Figure 3Enrichment of promoter motifs in functional gene clusters. Many of the discovered motifs are enriched in the upstream regions of genes grouped on the basis of GO annotation and expression profiles. This enrichment is quantified by a P-value derived using hyper-geometric distribution (see methods). The pseudo-colors in the cells represent -log10 (Hypergeometric P-value). The figure shows the cluster and the motif with the highest enrichment within that cluster. Only those clusters with a minimum enrichment score of 5.0 are shown. The columns represent the gene sets derived using GO annotation and clustering with the expression data within each GO category.
Figure 4List of discovered F.g. motifs that match known motifs in . Motif sequence similarity was measured by Pearson correlation coefficient. E-value represents the number of hits expected to occur by chance when comparing the F.g. motif to all known S.c. motifs.

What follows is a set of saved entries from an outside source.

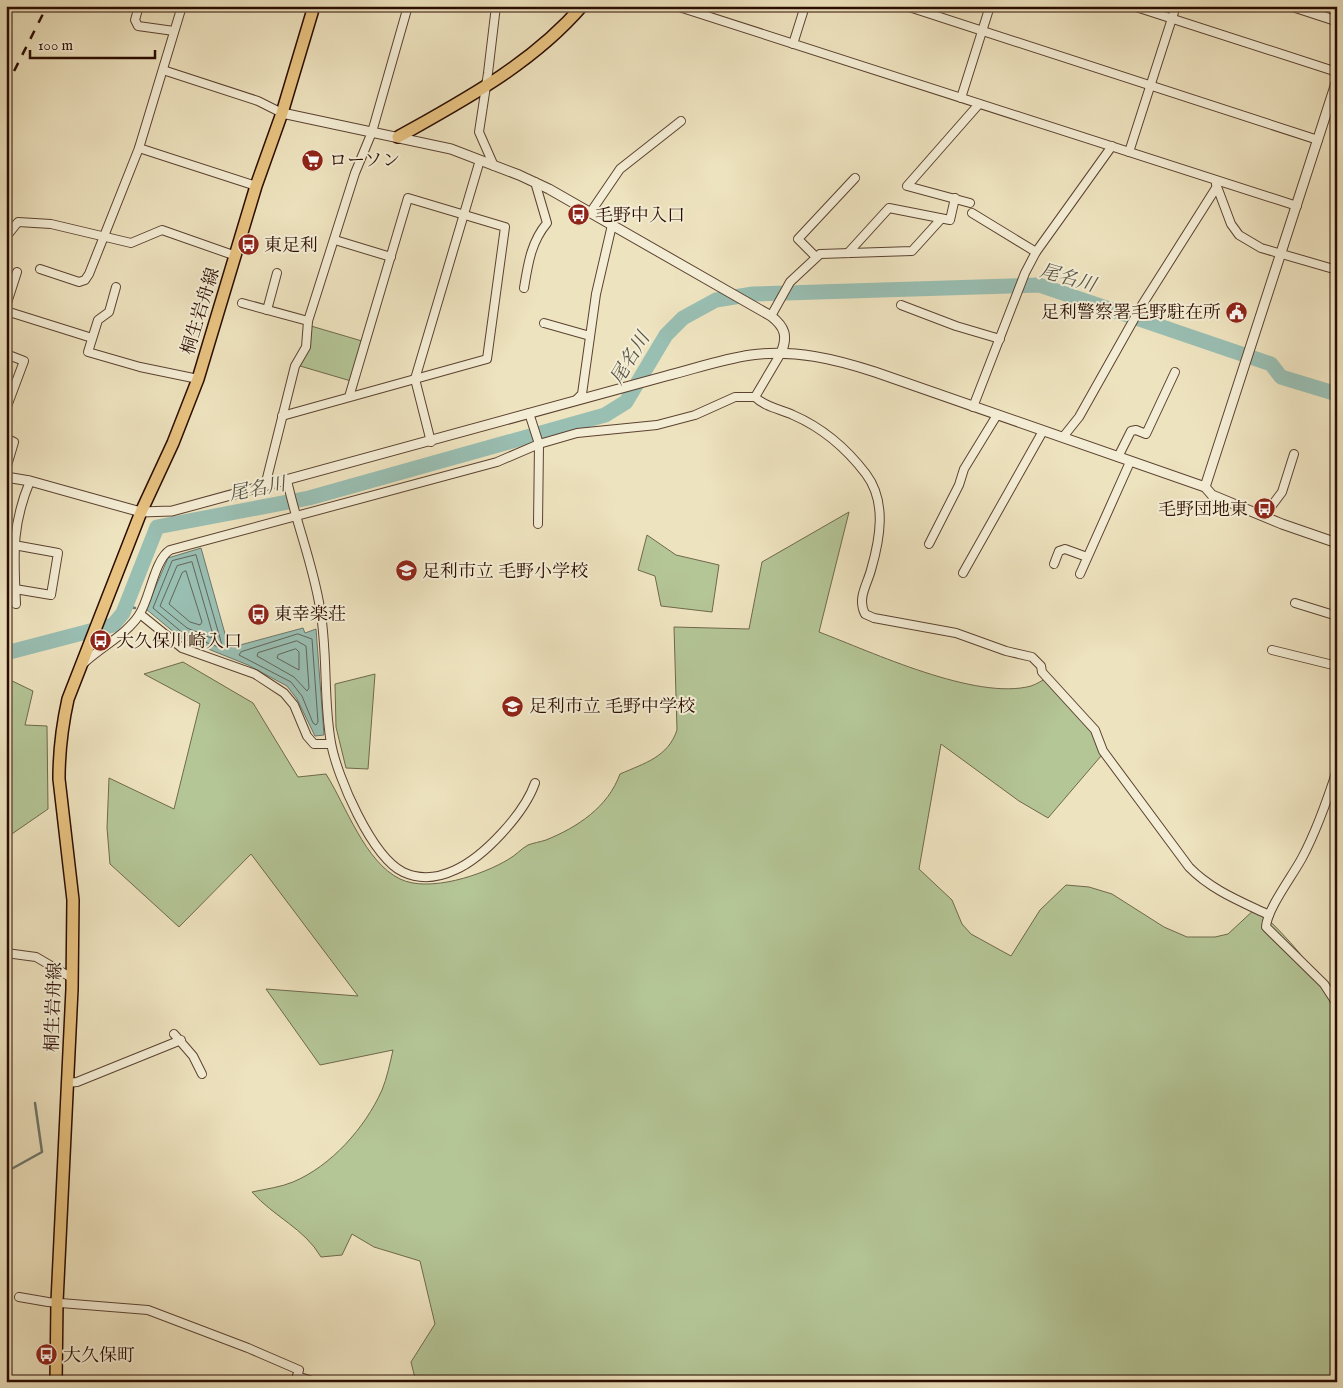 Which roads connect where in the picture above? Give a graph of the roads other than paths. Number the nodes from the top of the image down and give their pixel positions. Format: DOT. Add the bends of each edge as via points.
graph roads {
  1 [pos="139,6"];
  2 [pos="182,6"];
  3 [pos="314,6"];
  4 [pos="408,6"];
  5 [pos="496,6"];
  6 [pos="582,6"];
  7 [pos="676,6"];
  8 [pos="805,6"];
  9 [pos="906,6"];
  10 [pos="990,6"];
  11 [pos="1133,6"];
  12 [pos="1176,6"];
  13 [pos="1291,6"];
  14 [pos="1172,19"];
  15 [pos="1337,21"];
  16 [pos="174,31"];
  17 [pos="982,31"];
  18 [pos="793,44"];
  19 [pos="163,70"];
  20 [pos="1337,72"];
  21 [pos="1337,80"];
  22 [pos="1150,86"];
  23 [pos="486,87"];
  24 [pos="960,98"];
  25 [pos="979,104"];
  26 [pos="282,113"];
  27 [pos="681,121"];
  28 [pos="372,132"];
  29 [pos="398,137"];
  30 [pos="1318,140"];
  31 [pos="1112,146"];
  32 [pos="139,148"];
  33 [pos="1129,152"];
  34 [pos="480,160"];
  35 [pos="494,166"];
  36 [pos="855,178"];
  37 [pos="535,182"];
  38 [pos="1216,184"];
  39 [pos="256,186"];
  40 [pos="954,198"];
  41 [pos="970,203"];
  42 [pos="1297,206"];
  43 [pos="590,213"];
  44 [pos="972,213"];
  45 [pos="463,214"];
  46 [pos="941,219"];
  47 [pos="612,225"];
  48 [pos="6,237"];
  49 [pos="103,237"];
  50 [pos="335,240"];
  51 [pos="848,252"];
  52 [pos="1036,252"];
  53 [pos="1282,255"];
  54 [pos="236,256"];
  55 [pos="391,257"];
  56 [pos="816,257"];
  57 [pos="40,269"];
  58 [pos="1337,270"];
  59 [pos="17,272"];
  60 [pos="277,273"];
  61 [pos="116,287"];
  62 [pos="524,288"];
  63 [pos="242,303"];
  64 [pos="900,305"];
  65 [pos="6,306"];
  66 [pos="267,310"];
  67 [pos="6,311"];
  68 [pos="771,316"];
  69 [pos="308,321"];
  70 [pos="544,323"];
  71 [pos="590,336"];
  72 [pos="92,338"];
  73 [pos="1000,339"];
  74 [pos="781,353"];
  75 [pos="6,354"];
  76 [pos="1175,372"];
  77 [pos="198,379"];
  78 [pos="415,379"];
  79 [pos="349,397"];
  80 [pos="755,398"];
  81 [pos="577,399"];
  82 [pos="973,407"];
  83 [pos="6,408"];
  84 [pos="530,413"];
  85 [pos="997,415"];
  86 [pos="282,416"];
  87 [pos="1044,431"];
  88 [pos="1063,437"];
  89 [pos="6,438"];
  90 [pos="431,442"];
  91 [pos="538,442"];
  92 [pos="1294,454"];
  93 [pos="1118,456"];
  94 [pos="1130,462"];
  95 [pos="6,469"];
  96 [pos="6,477"];
  97 [pos="287,480"];
  98 [pos="30,481"];
  99 [pos="265,486"];
  100 [pos="1205,487"];
  101 [pos="142,512"];
  102 [pos="297,516"];
  103 [pos="1264,516"];
  104 [pos="538,524"];
  105 [pos="6,526"];
  106 [pos="15,528"];
  107 [pos="1337,543"];
  108 [pos="929,544"];
  109 [pos="14,545"];
  110 [pos="1087,557"];
  111 [pos="1054,564"];
  112 [pos="963,573"];
  113 [pos="1080,574"];
  114 [pos="15,590"];
  115 [pos="1295,603"];
  116 [pos="16,604"];
  117 [pos="140,614"];
  118 [pos="1337,616"];
  119 [pos="1272,650"];
  120 [pos="84,663"];
  121 [pos="1337,666"];
  122 [pos="331,744"];
  123 [pos="1337,770"];
  124 [pos="535,783"];
  125 [pos="1269,915"];
  126 [pos="6,953"];
  127 [pos="72,978"];
  128 [pos="1337,1004"];
  129 [pos="174,1034"];
  130 [pos="181,1040"];
  131 [pos="202,1074"];
  132 [pos="67,1083"];
  133 [pos="19,1297"];
  134 [pos="57,1302"];
  135 [pos="296,1379"];
  136 [pos="56,1382"];
  137 [pos="315,1382"];
  1 -- 16 [label="street" via="135,20 138,26"];
  2 -- 16 [label="street"];
  3 -- 26 [label="main road, 桐生岩舟線"];
  4 -- 28 [label="street"];
  5 -- 23 [label="street"];
  6 -- 23 [label="main road" via="529,58"];
  7 -- 18 [label="street"];
  8 -- 18 [label="street"];
  9 -- 17 [label="street"];
  10 -- 17 [label="street"];
  11 -- 14 [label="street"];
  12 -- 14 [label="street"];
  13 -- 15 [label="street"];
  14 -- 20 [label="street"];
  14 -- 22 [label="street"];
  16 -- 19 [label="street"];
  17 -- 22 [label="street"];
  17 -- 24 [label="street"];
  18 -- 24 [label="street"];
  19 -- 26 [label="street" via="258,101"];
  19 -- 32 [label="street"];
  21 -- 30 [label="street"];
  22 -- 30 [label="street"];
  22 -- 33 [label="street"];
  23 -- 29 [label="main road"];
  23 -- 35 [label="street" via="479,132"];
  24 -- 25 [label="street"];
  25 -- 31 [label="street"];
  25 -- 40 [label="street" via="907,186"];
  26 -- 28 [label="street"];
  26 -- 39 [label="main road, 桐生岩舟線"];
  27 -- 43 [label="street" via="620,169"];
  28 -- 29 [label="street"];
  28 -- 50 [label="street" via="355,173"];
  29 -- 34 [label="street" via="451,149"];
  30 -- 42 [label="street"];
  31 -- 33 [label="street"];
  31 -- 52 [label="street"];
  32 -- 39 [label="street"];
  32 -- 49 [label="street"];
  33 -- 38 [label="street"];
  34 -- 35 [label="street"];
  34 -- 45 [label="street"];
  35 -- 37 [label="street"];
  36 -- 56 [label="street" via="798,239"];
  37 -- 43 [label="street"];
  37 -- 62 [label="street" via="547,223 539,233 529,258"];
  38 -- 42 [label="street"];
  38 -- 53 [label="street" via="1238,235"];
  38 -- 88 [label="street" via="1079,417"];
  39 -- 54 [label="main road, 桐生岩舟線"];
  40 -- 41 [label="street"];
  40 -- 46 [label="street" via="950,220"];
  42 -- 53 [label="street"];
  43 -- 47 [label="street"];
  44 -- 52 [label="street"];
  45 -- 55 [label="street" via="408,198"];
  45 -- 78 [label="street"];
  45 -- 78 [label="street" via="505,227 487,359"];
  46 -- 51 [label="street" via="912,251"];
  46 -- 51 [label="street" via="889,208"];
  47 -- 68 [label="street"];
  47 -- 71 [label="street"];
  48 -- 49 [label="street" via="18,222 51,224"];
  49 -- 54 [label="street" via="131,243 162,230"];
  49 -- 57 [label="street" via="85,280 79,282"];
  50 -- 55 [label="street"];
  50 -- 69 [label="street"];
  51 -- 56 [label="street"];
  52 -- 73 [label="street"];
  53 -- 58 [label="street"];
  53 -- 100 [label="street"];
  54 -- 77 [label="main road, 桐生岩舟線"];
  55 -- 79 [label="street"];
  56 -- 68 [label="street" via="790,282"];
  59 -- 65 [label="street"];
  60 -- 66 [label="street"];
  61 -- 72 [label="street" via="109,312 98,320"];
  63 -- 66 [label="street"];
  64 -- 73 [label="street"];
  66 -- 69 [label="street"];
  67 -- 72 [label="street"];
  68 -- 74 [label="street" via="782,324 785,332 786,342"];
  69 -- 86 [label="street" via="306,347 296,366"];
  70 -- 71 [label="street"];
  71 -- 81 [label="street" via="582,394"];
  72 -- 77 [label="street" via="88,352 94,356"];
  73 -- 82 [label="street"];
  74 -- 80 [label="street"];
  74 -- 81 [label="street" via="736,358"];
  74 -- 82 [label="street" via="848,363"];
  75 -- 83 [label="street" via="24,361"];
  76 -- 93 [label="street" via="1146,434 1131,431"];
  77 -- 101 [label="main road, 桐生岩舟線"];
  78 -- 79 [label="street"];
  78 -- 90 [label="street"];
  79 -- 86 [label="street"];
  80 -- 91 [label="street" via="735,397 695,415 657,425 577,433"];
  80 -- 125 [label="street" via="822,430 852,458 874,485 881,515 871,570 862,597 865,614 956,633 1038,661 1042,672 1095,730 1103,751 1196,874 1226,894"];
  81 -- 84 [label="street"];
  82 -- 85 [label="street"];
  84 -- 90 [label="street"];
  84 -- 91 [label="street"];
  85 -- 87 [label="street"];
  85 -- 108 [label="street" via="964,469"];
  86 -- 99 [label="street"];
  87 -- 88 [label="street"];
  87 -- 112 [label="street"];
  88 -- 93 [label="street"];
  89 -- 95 [label="street" via="14,442"];
  90 -- 97 [label="street"];
  91 -- 102 [label="street" via="497,462"];
  91 -- 104 [label="street"];
  92 -- 103 [label="street" via="1282,492"];
  93 -- 94 [label="street"];
  94 -- 100 [label="street"];
  94 -- 110 [label="street"];
  96 -- 98 [label="street"];
  97 -- 99 [label="street"];
  97 -- 102 [label="street"];
  98 -- 101 [label="street"];
  98 -- 106 [label="street"];
  99 -- 101 [label="street" via="172,511"];
  100 -- 103 [label="street" via="1212,494"];
  101 -- 120 [label="main road, 桐生岩舟線"];
  102 -- 117 [label="street" via="170,550 162,558"];
  102 -- 122 [label="street" via="322,617"];
  103 -- 107 [label="street"];
  105 -- 106 [label="street"];
  106 -- 109 [label="street"];
  109 -- 114 [label="street"];
  109 -- 114 [label="street" via="58,553 51,595"];
  110 -- 111 [label="street" via="1065,549 1059,551"];
  110 -- 113 [label="street"];
  114 -- 116 [label="street"];
  115 -- 118 [label="street"];
  117 -- 120 [label="street" via="123,634 108,642"];
  117 -- 122 [label="street" via="182,648 255,674 284,693 294,705 307,736 314,744"];
  119 -- 121 [label="street"];
  120 -- 127 [label="main road, 桐生岩舟線" via="68,699 59,760 73,900"];
  122 -- 124 [label="street" via="339,772 369,835 392,864 412,876 439,876 476,857 526,804"];
  123 -- 125 [label="street" via="1324,811 1303,857"];
  125 -- 128 [label="street" via="1266,926 1269,931 1319,978"];
  126 -- 127 [label="street" via="36,957"];
  127 -- 132 [label="main road, 桐生岩舟線"];
  129 -- 130 [label="street"];
  130 -- 131 [label="street"];
  130 -- 132 [label="street" via="77,1082"];
  132 -- 134 [label="main road, 桐生岩舟線"];
  133 -- 134 [label="street"];
  134 -- 135 [label="street" via="148,1310 299,1370"];
  134 -- 136 [label="main road, 桐生岩舟線"];
  135 -- 137 [label="street"];
}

Figure 5Conservation of both binding site and target genes between Fusarium and yeast. We found 2573 genes out of total 13332 Fg genes (19%) with orthologous pairs in Sc by BLAST program (1e-5). Similarly, we found 2378 Fg genes (18%) with orthologous pair in Sp. We checked the presence of our motifs enrichment in the functional sets of genes identified through previous studies (references in the last column) or by their sequence similarity to transcription factors (Figure 4). * indicates that the corresponding motif is also the most significantly enriched motif among all discovered degenerate motifs for the set.